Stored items
—————
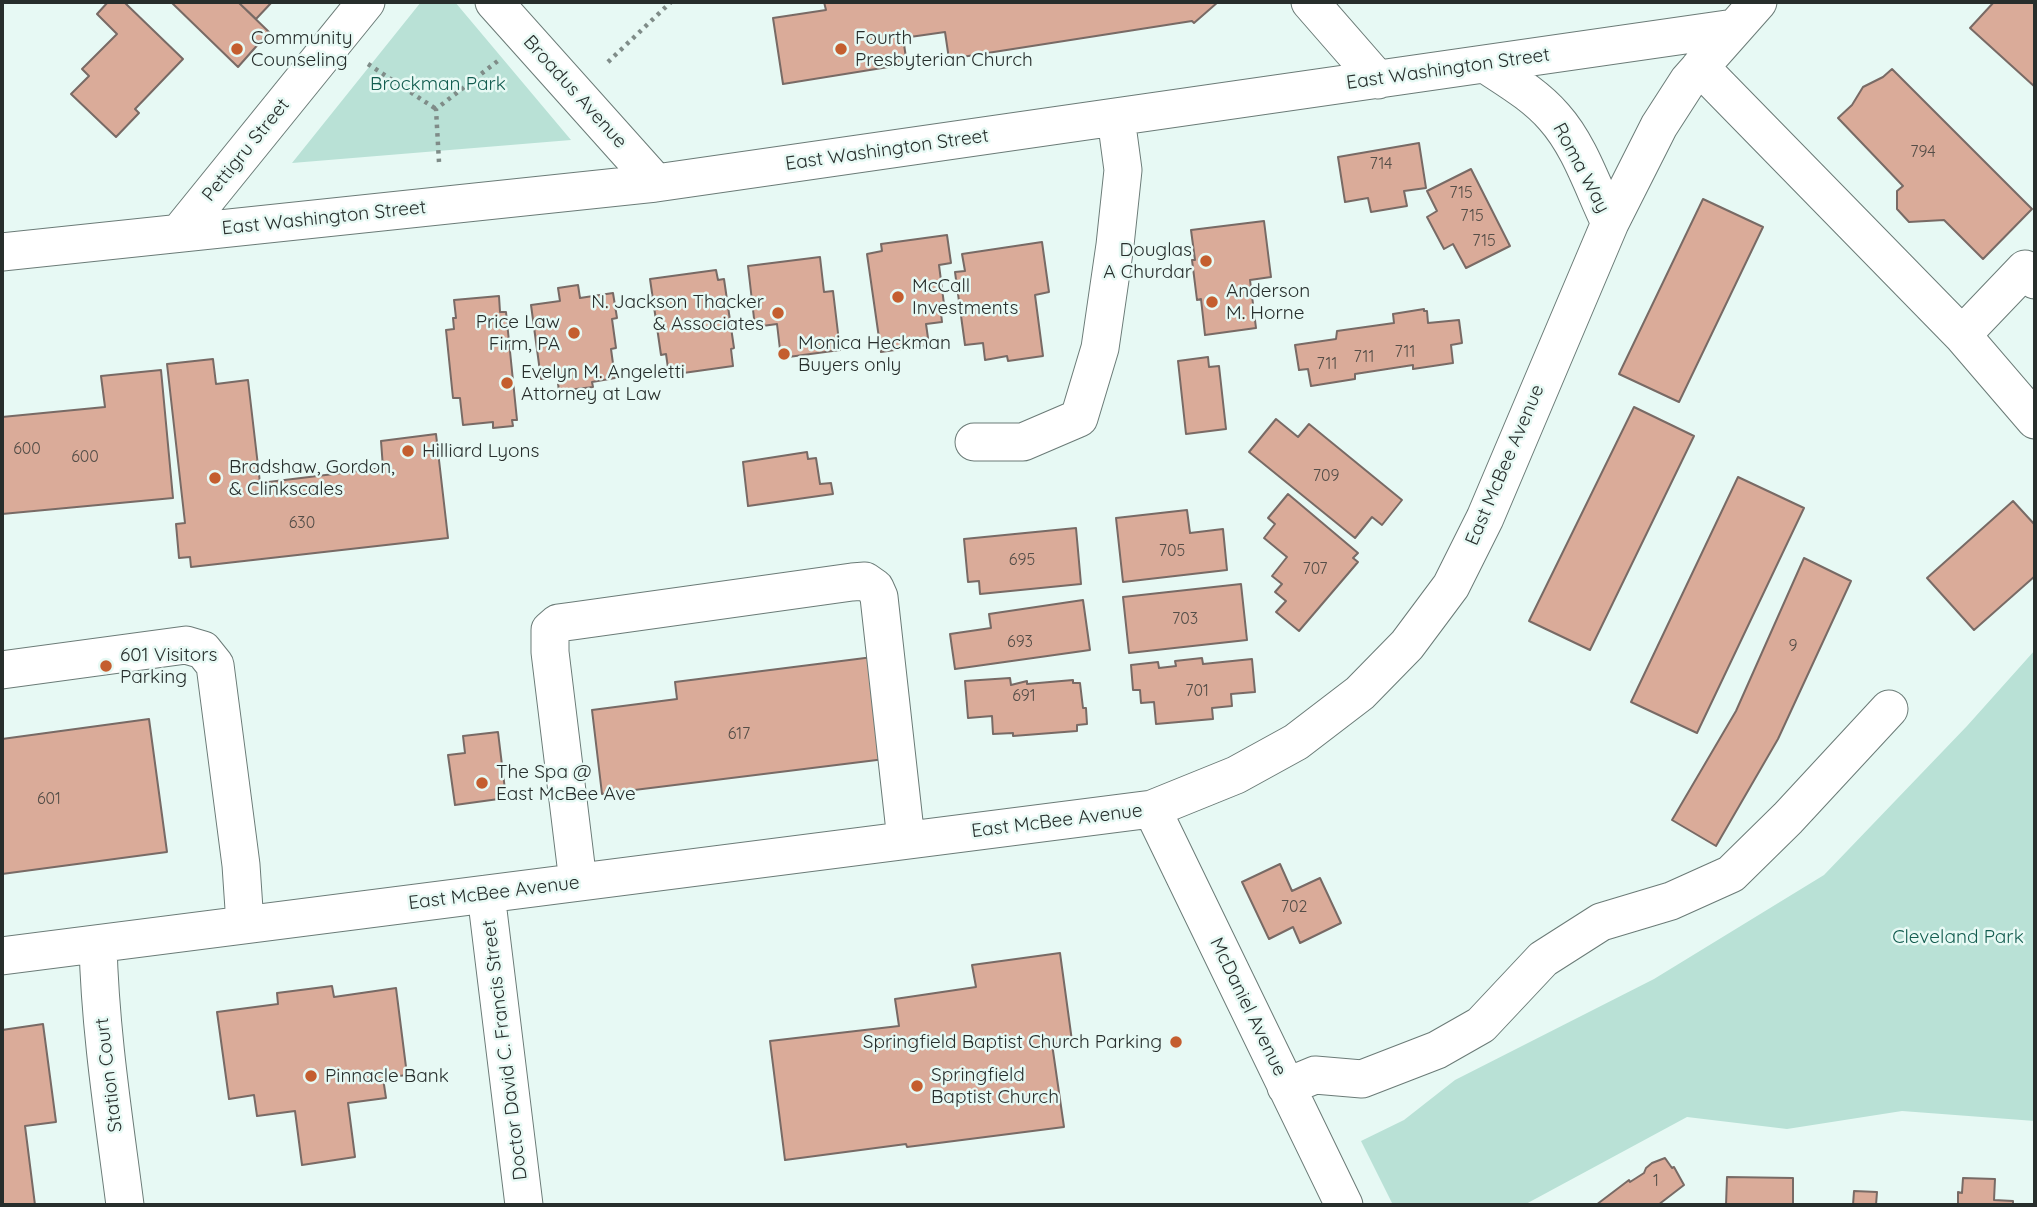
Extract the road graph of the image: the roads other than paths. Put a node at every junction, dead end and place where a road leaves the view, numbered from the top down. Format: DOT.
graph roads {
  1 [pos="366,2"];
  2 [pos="494,2"];
  3 [pos="1310,2"];
  4 [pos="1746,15"];
  5 [pos="1485,64"];
  6 [pos="1700,66"];
  7 [pos="1378,80"];
  8 [pos="1115,118"];
  9 [pos="656,183"];
  10 [pos="1609,223"];
  11 [pos="179,233"];
  12 [pos="2,251"];
  13 [pos="2035,279"];
  14 [pos="1962,335"];
  15 [pos="2035,420"];
  16 [pos="974,442"];
  17 [pos="2,670"];
  18 [pos="1889,709"];
  19 [pos="1152,809"];
  20 [pos="905,840"];
  21 [pos="578,882"];
  22 [pos="486,894"];
  23 [pos="245,924"];
  24 [pos="98,944"];
  25 [pos="2,956"];
  26 [pos="1286,1087"];
  27 [pos="125,1205"];
  28 [pos="524,1205"];
  29 [pos="1343,1205"];
  1 -- 11 [label="street, Pettigru Street"];
  2 -- 9 [label="street, Broadus Avenue"];
  3 -- 7 [label="street"];
  4 -- 5 [label="street, East Washington Street"];
  4 -- 6 [label="street, East McBee Avenue"];
  5 -- 7 [label="street, East Washington Street"];
  5 -- 10 [label="street, Roma Way"];
  6 -- 10 [label="street, East McBee Avenue"];
  6 -- 14 [label="street"];
  7 -- 8 [label="street, East Washington Street"];
  8 -- 9 [label="street, East Washington Street"];
  8 -- 16 [label="street"];
  9 -- 11 [label="street, East Washington Street"];
  10 -- 19 [label="street, East McBee Avenue"];
  11 -- 12 [label="street, East Washington Street"];
  13 -- 14 [label="street"];
  14 -- 15 [label="street"];
  17 -- 23 [label="street"];
  18 -- 26 [label="street"];
  19 -- 20 [label="street, East McBee Avenue"];
  19 -- 26 [label="street, McDaniel Avenue"];
  20 -- 21 [label="street, East McBee Avenue"];
  20 -- 21 [label="street"];
  21 -- 22 [label="street, East McBee Avenue"];
  22 -- 23 [label="street, East McBee Avenue"];
  22 -- 28 [label="street, Doctor David C. Francis Street"];
  23 -- 24 [label="street, East McBee Avenue"];
  24 -- 25 [label="street, East McBee Avenue"];
  24 -- 27 [label="street, Station Court"];
  26 -- 29 [label="street, McDaniel Avenue"];
}
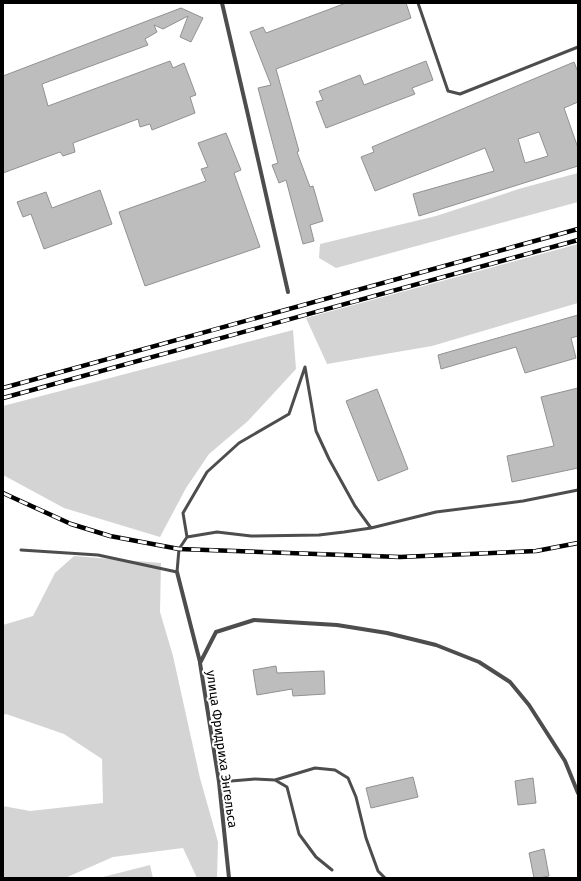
—————
## What this task involves
Without the pictures, reproduce every record exactly as it appears above.

## Reply
Extract the road graph of the image: the roads other than paths. Put a node at every junction, dead end and place where a road leaves the view, numbered from the top down. Format: DOT.
graph roads {
  1 [pos="366,2"];
  2 [pos="494,2"];
  3 [pos="1310,2"];
  4 [pos="1746,15"];
  5 [pos="1485,64"];
  6 [pos="1700,66"];
  7 [pos="1378,80"];
  8 [pos="1115,118"];
  9 [pos="656,183"];
  10 [pos="1609,223"];
  11 [pos="179,233"];
  12 [pos="2,251"];
  13 [pos="2035,279"];
  14 [pos="1962,335"];
  15 [pos="2035,420"];
  16 [pos="974,442"];
  17 [pos="2,670"];
  18 [pos="1889,709"];
  19 [pos="1152,809"];
  20 [pos="905,840"];
  21 [pos="578,882"];
  22 [pos="486,894"];
  23 [pos="245,924"];
  24 [pos="98,944"];
  25 [pos="2,956"];
  26 [pos="1286,1087"];
  27 [pos="125,1205"];
  28 [pos="524,1205"];
  29 [pos="1343,1205"];
  1 -- 11 [label="street, Pettigru Street"];
  2 -- 9 [label="street, Broadus Avenue"];
  3 -- 7 [label="street"];
  4 -- 5 [label="street, East Washington Street"];
  4 -- 6 [label="street, East McBee Avenue"];
  5 -- 7 [label="street, East Washington Street"];
  5 -- 10 [label="street, Roma Way"];
  6 -- 10 [label="street, East McBee Avenue"];
  6 -- 14 [label="street"];
  7 -- 8 [label="street, East Washington Street"];
  8 -- 9 [label="street, East Washington Street"];
  8 -- 16 [label="street"];
  9 -- 11 [label="street, East Washington Street"];
  10 -- 19 [label="street, East McBee Avenue"];
  11 -- 12 [label="street, East Washington Street"];
  13 -- 14 [label="street"];
  14 -- 15 [label="street"];
  17 -- 23 [label="street"];
  18 -- 26 [label="street"];
  19 -- 20 [label="street, East McBee Avenue"];
  19 -- 26 [label="street, McDaniel Avenue"];
  20 -- 21 [label="street, East McBee Avenue"];
  20 -- 21 [label="street"];
  21 -- 22 [label="street, East McBee Avenue"];
  22 -- 23 [label="street, East McBee Avenue"];
  22 -- 28 [label="street, Doctor David C. Francis Street"];
  23 -- 24 [label="street, East McBee Avenue"];
  24 -- 25 [label="street, East McBee Avenue"];
  24 -- 27 [label="street, Station Court"];
  26 -- 29 [label="street, McDaniel Avenue"];
}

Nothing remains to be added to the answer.